Badminton in Nanjing: China dominate in singles, while Sri Lanka make history
China took the gold medals in both the men’s and women’s singles at Nanjing 2014, while Sri Lanka secured its first ever Olympic medal outside of athletics with a bronze in the mixed doubles.
All 32 men and 32 women taking part in the badminton tournament played in both the singles and mixed doubles competitions, ensuring six days of frenetic action on the three courts at the Nanjing Sport Institute gymnasium.
Players were separated into eight groups of four players/pairs in all three tournaments, with the eight group winners advancing to the knockout stages.
He Bingjiao causes an upset
In a thrilling women’s singles final, He Bingjiao caused a major upset by defeating junior world number one Akane Yamaguchi (JPN). After saving a match point in the second game, the Chinese youngster went on to win 22-24, 23-21, 21-17 and avenged her defeat to the same opponent in the World Junior Championships in April 2014.
“I can’t even describe how I’m feeling,” said an emotional Bingjiao. “I want to laugh and cry at the same time. I thought I was going to be overcome with joy at the end of the match but I was actually close to tears!”
For her part, a disappointed Yamaguchi was generous in defeat: “This time, He Bingjiao got the better of me,” she reflected. “She put me under a lot of pressure.”
Shi Yuqi makes it a Chinese double
Just like four years earlier at the inaugural YOG in Singapore, the men’s singles was an all-Chinese affair, after Shi Yuqi and Lin Guipu overcame India’s Aditya Johsi (2-0) and Indonesia’s Anthony Sinisuka Ginting (2-1) in their respective semi-finals.
Shi then powered past his countryman by a scoreline of 21-15, 21-19 to win the gold.
Following his victory, he had plenty of praise for his opponent. “Lin has beaten me a few times recently,” he said. “I’ve lost against him plenty of times, but winning the first game gave me confidence.”
“It’s a fitting reward for the training I’ve put in as I’ve been working hard on my willpower and my stamina.”
Lin, meanwhile, remained philosophical: “We’re either team-mates or rivals.. Clearly tonight was about rivalry as it’s a big competition. In the end, it’s all about the gold medal as there’s only one winner,” he reflected.
“I played well throughout the tournament though and this loss doesn’t undo that good work.”
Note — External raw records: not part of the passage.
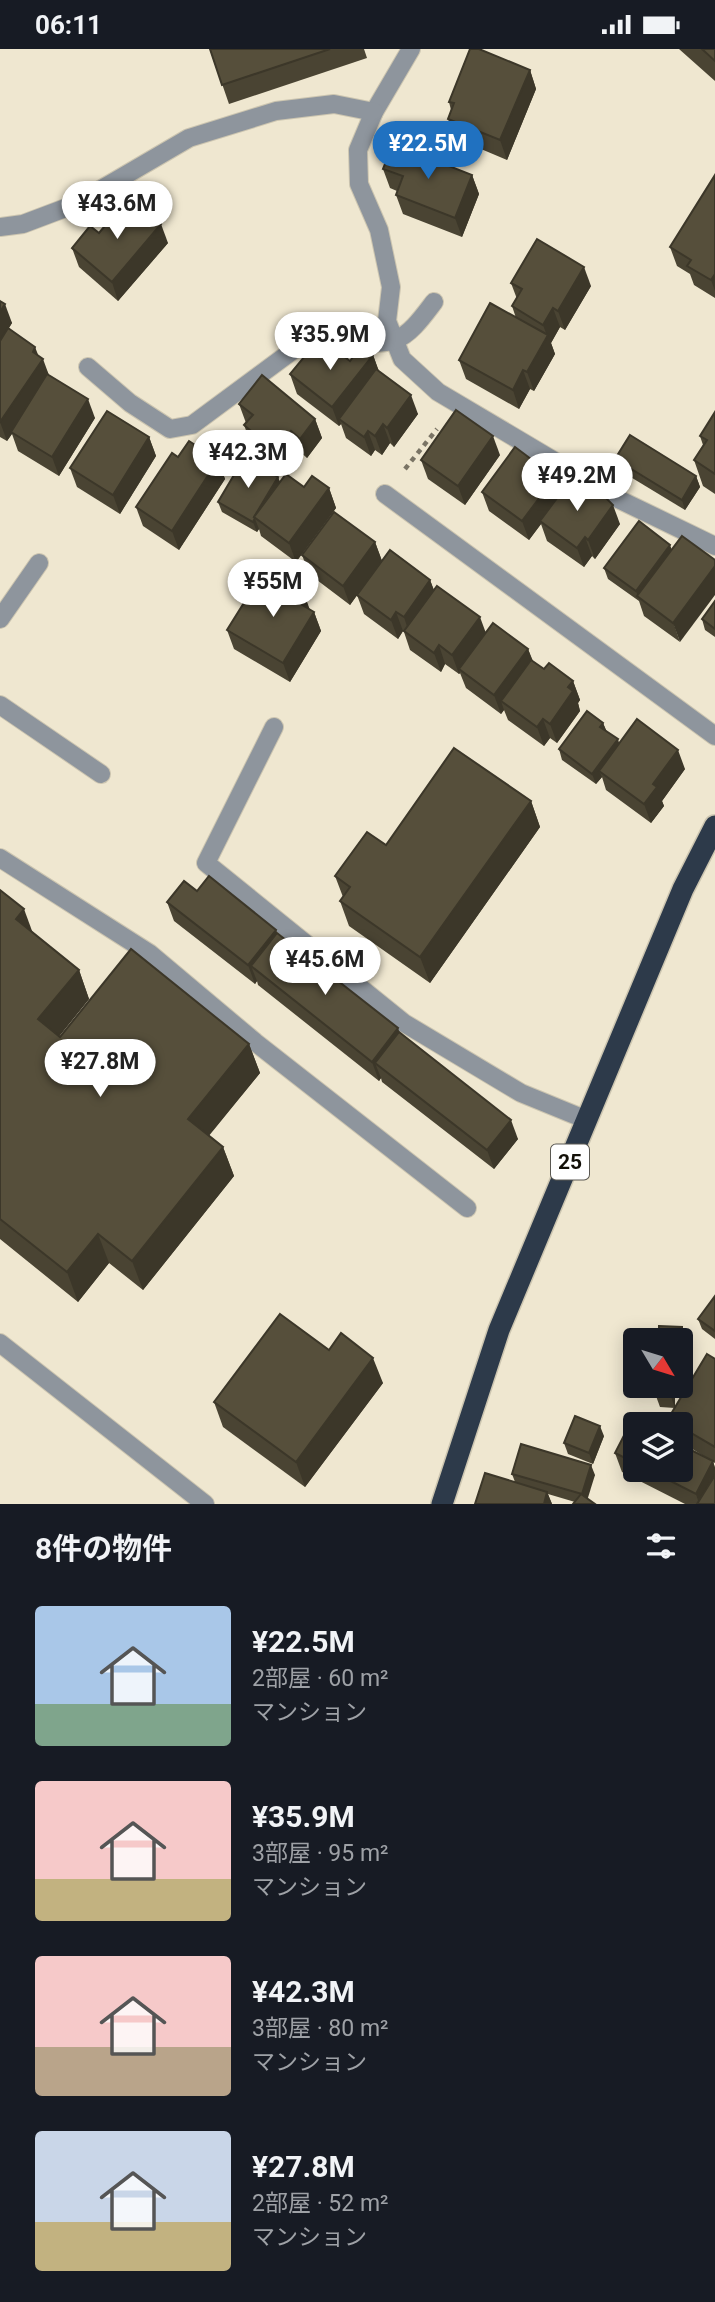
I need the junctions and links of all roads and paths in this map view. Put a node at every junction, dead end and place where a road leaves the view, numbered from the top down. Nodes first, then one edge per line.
1 (411, 49) edge
2 (374, 112) junction
3 (0, 227) edge
4 (434, 302) dead end
5 (395, 341) junction
6 (88, 367) dead end
7 (457, 403) junction
8 (385, 494) joint
9 (715, 546) edge
10 (40, 563) dead end
11 (0, 619) edge
12 (0, 705) edge
13 (274, 727) dead end
14 (715, 736) edge
15 (101, 774) dead end
16 (715, 826) edge
17 (0, 858) edge
18 (587, 1120) junction
19 (467, 1208) dead end
20 (0, 1343) edge
21 (205, 1504) edge
22 (442, 1504) edge

1 - 2 street
2 - 3 street
2 - 5 street
4 - 5 street
5 - 6 street
5 - 7 street
7 - 8 path
7 - 9 street
8 - 14 street
10 - 11 street
12 - 15 street
13 - 18 street
16 - 18 highway, 25
17 - 19 street
18 - 22 highway, 25
20 - 21 street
In the third-place match, Sinisuka Ginting beat Johsi to win the bronze.
Mixed doubles produces landmark for Sri Lanka
In the mixed doubles - which paired players of different nationalities - the ability to communicate in a shared language proved vital as Cheam June Wei (MAS) and Ng Tsz Yau (HKG) took gold, as they defeated Lee Chia-Hsin (CHN) and Kanta Tsumeyama (JPN).
“The mixed doubles is good fun,” enthused Cheam. “I’m taking home loads of great memories.”
Lee Chia-Hsin admitted that defeat was tough to take. “Before the competition I didn’t think we stood a chance,” she said. “As we progressed to the final, however, we started to believe that we could do it. We just didn’t expect them to play as well as that.”
One of the biggest moments of the competition came in the bronze medal match as Sachin Premashan Dias Angoda Vidanalage claimed Sri Lanka’s first ever Olympic medal outside of athletics having been paired with women’s singles winner He Bingjiao.
The Sri Lankan was visibly delighted to have got the better of players from two of badminton’s traditional powerhouses in Mek Narongrit (THA) and Qin Jinjing (CHN): “They’re really, really good opponents,” he remarked. “I mean, it’s Thailand and China!”